Please copy out the listing below in full and exactly.
──────
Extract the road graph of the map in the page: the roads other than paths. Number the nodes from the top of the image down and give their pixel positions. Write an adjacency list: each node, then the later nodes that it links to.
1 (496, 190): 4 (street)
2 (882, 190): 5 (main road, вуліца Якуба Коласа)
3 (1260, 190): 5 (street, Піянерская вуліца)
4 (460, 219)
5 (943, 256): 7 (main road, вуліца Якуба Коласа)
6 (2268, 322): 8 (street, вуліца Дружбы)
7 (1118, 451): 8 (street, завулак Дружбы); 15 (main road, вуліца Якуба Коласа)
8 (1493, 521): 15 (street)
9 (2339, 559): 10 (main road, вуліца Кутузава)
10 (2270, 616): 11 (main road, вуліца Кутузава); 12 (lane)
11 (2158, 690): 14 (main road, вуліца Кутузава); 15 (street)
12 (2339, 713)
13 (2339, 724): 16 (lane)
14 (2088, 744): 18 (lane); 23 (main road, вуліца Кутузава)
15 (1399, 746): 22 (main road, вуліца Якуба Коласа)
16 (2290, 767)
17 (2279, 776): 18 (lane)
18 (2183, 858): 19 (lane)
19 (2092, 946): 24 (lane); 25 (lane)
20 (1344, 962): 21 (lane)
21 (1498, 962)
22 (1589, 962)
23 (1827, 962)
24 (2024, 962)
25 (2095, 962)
──────
▶ [Your solution]:
Extract the road graph of the map in the page: the roads other than paths. Number the nodes from the top of the image down and give their pixel positions. Write an adjacency list: each node, then the later nodes that it links to.
1 (496, 190): 4 (street)
2 (882, 190): 5 (main road, вуліца Якуба Коласа)
3 (1260, 190): 5 (street, Піянерская вуліца)
4 (460, 219)
5 (943, 256): 7 (main road, вуліца Якуба Коласа)
6 (2268, 322): 8 (street, вуліца Дружбы)
7 (1118, 451): 8 (street, завулак Дружбы); 15 (main road, вуліца Якуба Коласа)
8 (1493, 521): 15 (street)
9 (2339, 559): 10 (main road, вуліца Кутузава)
10 (2270, 616): 11 (main road, вуліца Кутузава); 12 (lane)
11 (2158, 690): 14 (main road, вуліца Кутузава); 15 (street)
12 (2339, 713)
13 (2339, 724): 16 (lane)
14 (2088, 744): 18 (lane); 23 (main road, вуліца Кутузава)
15 (1399, 746): 22 (main road, вуліца Якуба Коласа)
16 (2290, 767)
17 (2279, 776): 18 (lane)
18 (2183, 858): 19 (lane)
19 (2092, 946): 24 (lane); 25 (lane)
20 (1344, 962): 21 (lane)
21 (1498, 962)
22 (1589, 962)
23 (1827, 962)
24 (2024, 962)
25 (2095, 962)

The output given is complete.